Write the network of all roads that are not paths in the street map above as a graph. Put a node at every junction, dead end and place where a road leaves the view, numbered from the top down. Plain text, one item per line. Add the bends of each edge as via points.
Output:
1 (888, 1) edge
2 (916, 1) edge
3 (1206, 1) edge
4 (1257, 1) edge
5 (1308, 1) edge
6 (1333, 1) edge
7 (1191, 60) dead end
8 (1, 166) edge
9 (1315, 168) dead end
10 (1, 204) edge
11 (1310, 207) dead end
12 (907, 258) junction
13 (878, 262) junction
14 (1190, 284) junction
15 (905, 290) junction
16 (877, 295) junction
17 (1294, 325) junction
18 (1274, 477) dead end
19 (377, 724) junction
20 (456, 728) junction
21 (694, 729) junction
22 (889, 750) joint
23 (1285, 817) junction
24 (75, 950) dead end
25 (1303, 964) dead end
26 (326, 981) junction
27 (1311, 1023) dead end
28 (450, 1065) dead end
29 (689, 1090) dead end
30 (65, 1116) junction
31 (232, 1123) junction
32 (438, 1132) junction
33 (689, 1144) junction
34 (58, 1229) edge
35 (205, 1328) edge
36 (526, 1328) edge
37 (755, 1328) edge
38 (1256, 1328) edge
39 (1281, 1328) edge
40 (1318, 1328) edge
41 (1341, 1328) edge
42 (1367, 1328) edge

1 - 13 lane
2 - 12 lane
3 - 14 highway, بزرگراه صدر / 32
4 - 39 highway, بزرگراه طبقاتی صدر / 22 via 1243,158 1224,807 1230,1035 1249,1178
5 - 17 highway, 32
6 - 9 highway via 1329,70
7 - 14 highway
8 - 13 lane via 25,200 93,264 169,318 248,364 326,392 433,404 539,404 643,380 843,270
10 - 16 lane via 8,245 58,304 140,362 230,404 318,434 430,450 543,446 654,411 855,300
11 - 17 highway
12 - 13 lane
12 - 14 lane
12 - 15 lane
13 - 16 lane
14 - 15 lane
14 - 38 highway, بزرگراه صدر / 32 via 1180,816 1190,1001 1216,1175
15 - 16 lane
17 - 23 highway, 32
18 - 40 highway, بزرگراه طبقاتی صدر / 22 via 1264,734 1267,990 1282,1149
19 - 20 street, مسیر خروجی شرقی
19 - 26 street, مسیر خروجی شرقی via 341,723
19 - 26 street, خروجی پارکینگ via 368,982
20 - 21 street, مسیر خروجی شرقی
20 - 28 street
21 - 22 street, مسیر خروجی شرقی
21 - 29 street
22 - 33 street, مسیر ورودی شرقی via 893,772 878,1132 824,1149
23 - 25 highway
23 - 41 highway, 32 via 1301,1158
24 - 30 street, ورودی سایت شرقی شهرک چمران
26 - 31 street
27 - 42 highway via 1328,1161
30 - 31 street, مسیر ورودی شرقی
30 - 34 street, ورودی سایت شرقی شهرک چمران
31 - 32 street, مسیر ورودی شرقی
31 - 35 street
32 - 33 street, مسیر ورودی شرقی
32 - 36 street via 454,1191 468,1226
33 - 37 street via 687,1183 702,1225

^^^^

» **TO DO**
An exact retyping of every line in the records is needed.

» **RESPONSE AREA**
Write the network of all roads that are not paths in the street map above as a graph. Put a node at every junction, dead end and place where a road leaves the view, numbered from the top down. Plain text, one item per line. Add the bends of each edge as via points.
Output:
1 (888, 1) edge
2 (916, 1) edge
3 (1206, 1) edge
4 (1257, 1) edge
5 (1308, 1) edge
6 (1333, 1) edge
7 (1191, 60) dead end
8 (1, 166) edge
9 (1315, 168) dead end
10 (1, 204) edge
11 (1310, 207) dead end
12 (907, 258) junction
13 (878, 262) junction
14 (1190, 284) junction
15 (905, 290) junction
16 (877, 295) junction
17 (1294, 325) junction
18 (1274, 477) dead end
19 (377, 724) junction
20 (456, 728) junction
21 (694, 729) junction
22 (889, 750) joint
23 (1285, 817) junction
24 (75, 950) dead end
25 (1303, 964) dead end
26 (326, 981) junction
27 (1311, 1023) dead end
28 (450, 1065) dead end
29 (689, 1090) dead end
30 (65, 1116) junction
31 (232, 1123) junction
32 (438, 1132) junction
33 (689, 1144) junction
34 (58, 1229) edge
35 (205, 1328) edge
36 (526, 1328) edge
37 (755, 1328) edge
38 (1256, 1328) edge
39 (1281, 1328) edge
40 (1318, 1328) edge
41 (1341, 1328) edge
42 (1367, 1328) edge

1 - 13 lane
2 - 12 lane
3 - 14 highway, بزرگراه صدر / 32
4 - 39 highway, بزرگراه طبقاتی صدر / 22 via 1243,158 1224,807 1230,1035 1249,1178
5 - 17 highway, 32
6 - 9 highway via 1329,70
7 - 14 highway
8 - 13 lane via 25,200 93,264 169,318 248,364 326,392 433,404 539,404 643,380 843,270
10 - 16 lane via 8,245 58,304 140,362 230,404 318,434 430,450 543,446 654,411 855,300
11 - 17 highway
12 - 13 lane
12 - 14 lane
12 - 15 lane
13 - 16 lane
14 - 15 lane
14 - 38 highway, بزرگراه صدر / 32 via 1180,816 1190,1001 1216,1175
15 - 16 lane
17 - 23 highway, 32
18 - 40 highway, بزرگراه طبقاتی صدر / 22 via 1264,734 1267,990 1282,1149
19 - 20 street, مسیر خروجی شرقی
19 - 26 street, مسیر خروجی شرقی via 341,723
19 - 26 street, خروجی پارکینگ via 368,982
20 - 21 street, مسیر خروجی شرقی
20 - 28 street
21 - 22 street, مسیر خروجی شرقی
21 - 29 street
22 - 33 street, مسیر ورودی شرقی via 893,772 878,1132 824,1149
23 - 25 highway
23 - 41 highway, 32 via 1301,1158
24 - 30 street, ورودی سایت شرقی شهرک چمران
26 - 31 street
27 - 42 highway via 1328,1161
30 - 31 street, مسیر ورودی شرقی
30 - 34 street, ورودی سایت شرقی شهرک چمران
31 - 32 street, مسیر ورودی شرقی
31 - 35 street
32 - 33 street, مسیر ورودی شرقی
32 - 36 street via 454,1191 468,1226
33 - 37 street via 687,1183 702,1225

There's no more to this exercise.